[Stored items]

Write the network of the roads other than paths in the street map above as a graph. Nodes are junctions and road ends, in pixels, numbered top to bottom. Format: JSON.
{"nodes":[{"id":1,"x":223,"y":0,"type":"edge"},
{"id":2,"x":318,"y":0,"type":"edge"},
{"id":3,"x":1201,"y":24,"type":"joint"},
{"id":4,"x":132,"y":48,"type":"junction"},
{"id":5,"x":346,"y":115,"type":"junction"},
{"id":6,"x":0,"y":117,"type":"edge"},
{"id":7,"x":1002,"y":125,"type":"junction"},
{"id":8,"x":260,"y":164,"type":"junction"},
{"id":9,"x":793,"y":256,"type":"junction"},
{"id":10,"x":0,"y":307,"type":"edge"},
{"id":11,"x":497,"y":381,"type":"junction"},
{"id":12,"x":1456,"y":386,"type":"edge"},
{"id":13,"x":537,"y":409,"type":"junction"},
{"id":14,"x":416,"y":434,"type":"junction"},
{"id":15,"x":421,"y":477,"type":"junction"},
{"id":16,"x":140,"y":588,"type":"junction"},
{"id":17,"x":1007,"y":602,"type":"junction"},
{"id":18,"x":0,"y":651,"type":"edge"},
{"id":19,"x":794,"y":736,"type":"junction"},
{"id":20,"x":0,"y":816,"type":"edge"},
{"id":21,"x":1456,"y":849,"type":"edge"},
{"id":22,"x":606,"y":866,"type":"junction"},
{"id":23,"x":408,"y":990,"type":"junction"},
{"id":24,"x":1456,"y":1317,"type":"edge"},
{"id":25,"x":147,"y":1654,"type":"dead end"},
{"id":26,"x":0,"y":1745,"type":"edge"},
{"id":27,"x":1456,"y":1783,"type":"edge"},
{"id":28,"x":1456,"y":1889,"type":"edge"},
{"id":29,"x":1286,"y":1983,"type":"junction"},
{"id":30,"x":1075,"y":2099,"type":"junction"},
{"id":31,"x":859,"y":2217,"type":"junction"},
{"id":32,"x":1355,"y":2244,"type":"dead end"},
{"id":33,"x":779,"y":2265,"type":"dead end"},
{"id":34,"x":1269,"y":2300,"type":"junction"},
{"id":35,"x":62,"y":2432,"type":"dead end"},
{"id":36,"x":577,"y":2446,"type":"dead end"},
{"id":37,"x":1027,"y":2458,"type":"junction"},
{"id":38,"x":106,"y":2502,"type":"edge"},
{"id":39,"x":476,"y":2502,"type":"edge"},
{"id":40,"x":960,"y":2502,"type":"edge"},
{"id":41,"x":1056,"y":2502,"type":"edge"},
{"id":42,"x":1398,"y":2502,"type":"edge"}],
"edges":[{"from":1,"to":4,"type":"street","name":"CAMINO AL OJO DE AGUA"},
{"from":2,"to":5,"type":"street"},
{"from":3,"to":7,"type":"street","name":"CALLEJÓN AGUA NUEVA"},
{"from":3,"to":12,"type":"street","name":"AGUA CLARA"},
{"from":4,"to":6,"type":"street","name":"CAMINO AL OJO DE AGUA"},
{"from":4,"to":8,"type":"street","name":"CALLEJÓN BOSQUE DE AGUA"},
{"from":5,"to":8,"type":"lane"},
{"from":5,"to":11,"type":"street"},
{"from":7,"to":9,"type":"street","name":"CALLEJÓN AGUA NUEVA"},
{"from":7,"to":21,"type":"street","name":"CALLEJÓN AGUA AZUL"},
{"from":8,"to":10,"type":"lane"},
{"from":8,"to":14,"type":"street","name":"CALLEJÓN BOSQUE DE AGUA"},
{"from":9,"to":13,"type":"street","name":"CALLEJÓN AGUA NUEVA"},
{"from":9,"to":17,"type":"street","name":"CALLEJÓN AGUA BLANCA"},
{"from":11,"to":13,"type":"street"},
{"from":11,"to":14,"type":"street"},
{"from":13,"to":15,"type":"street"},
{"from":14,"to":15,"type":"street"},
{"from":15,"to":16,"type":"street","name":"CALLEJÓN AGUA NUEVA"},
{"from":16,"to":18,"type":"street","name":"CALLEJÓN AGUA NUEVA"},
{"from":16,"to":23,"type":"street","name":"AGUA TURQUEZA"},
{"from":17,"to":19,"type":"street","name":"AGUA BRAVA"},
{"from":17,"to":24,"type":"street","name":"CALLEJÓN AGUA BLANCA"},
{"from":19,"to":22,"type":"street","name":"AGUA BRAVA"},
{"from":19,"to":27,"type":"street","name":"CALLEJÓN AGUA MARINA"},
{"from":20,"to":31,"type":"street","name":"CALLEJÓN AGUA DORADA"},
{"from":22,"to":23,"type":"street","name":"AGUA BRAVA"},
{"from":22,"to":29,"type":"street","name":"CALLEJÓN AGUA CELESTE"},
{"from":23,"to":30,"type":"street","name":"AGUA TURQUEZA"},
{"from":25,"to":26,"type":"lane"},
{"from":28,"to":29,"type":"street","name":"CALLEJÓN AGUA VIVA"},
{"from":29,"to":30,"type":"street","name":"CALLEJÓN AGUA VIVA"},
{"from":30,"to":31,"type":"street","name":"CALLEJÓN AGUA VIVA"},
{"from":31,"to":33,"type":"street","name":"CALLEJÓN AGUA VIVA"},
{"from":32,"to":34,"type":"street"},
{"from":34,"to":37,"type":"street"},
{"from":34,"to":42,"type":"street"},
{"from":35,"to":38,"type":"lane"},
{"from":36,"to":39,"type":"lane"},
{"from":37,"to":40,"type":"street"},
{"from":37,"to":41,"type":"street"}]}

Task statement: Would you please return all lines of the data that include the word "lane"?

Response for this exercise:
{"from":5,"to":8,"type":"lane"},
{"from":8,"to":10,"type":"lane"},
{"from":25,"to":26,"type":"lane"},
{"from":35,"to":38,"type":"lane"},
{"from":36,"to":39,"type":"lane"},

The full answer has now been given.